IN FRONT of the great tower that housed the System Government, in the city of New York on Earth, a vast crowd was demonstrating this night.
“The President — and Council — must resign — and yield their power — to Doctor Zarro — and the Legion — till the danger is past!” the crowd was shouting in unison.
James Carthew, the President of the System Government, stood at the window of his office, looking down at the surging, terrorized throng. His secretary waited anxiously beside him.

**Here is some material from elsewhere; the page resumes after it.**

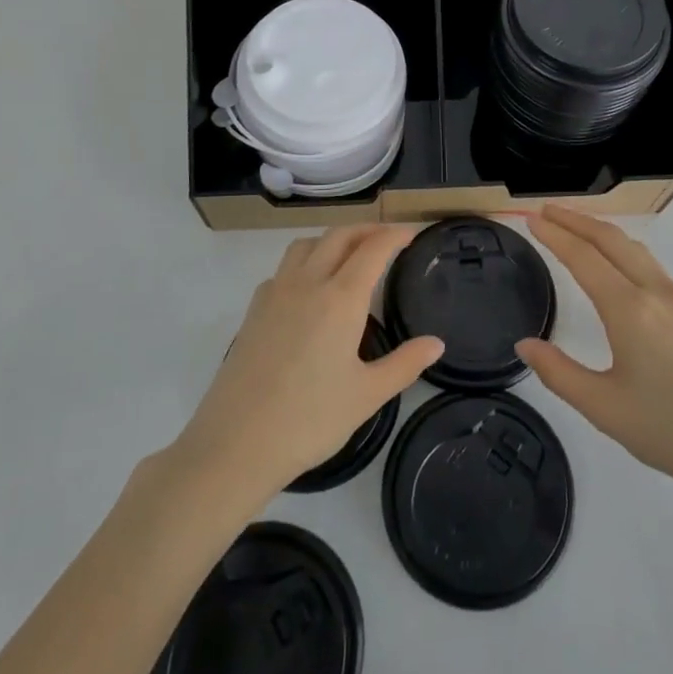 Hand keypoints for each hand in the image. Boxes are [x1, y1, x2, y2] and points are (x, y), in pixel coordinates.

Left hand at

“This can’t go on,” Carthew said tightly as he looked down at the swaying crowd being held back by police. “A little more of this, and they’ll overturn the Government by force.”
His fist clenched.
“This Doctor Zarro is a cunning plotter playing upon the fears of the System to attain dictatorial power! He’s the most diabolically ingenious schemer that has ever threatened this Government!”
North Bonnel, the young secretary, shook his head in troubled doubt.
“But, sir,” he reminded, “Doctor Zarro did foretell the coming of the dark star, when our greatest scientists with the most powerful telescopes could not even see it.”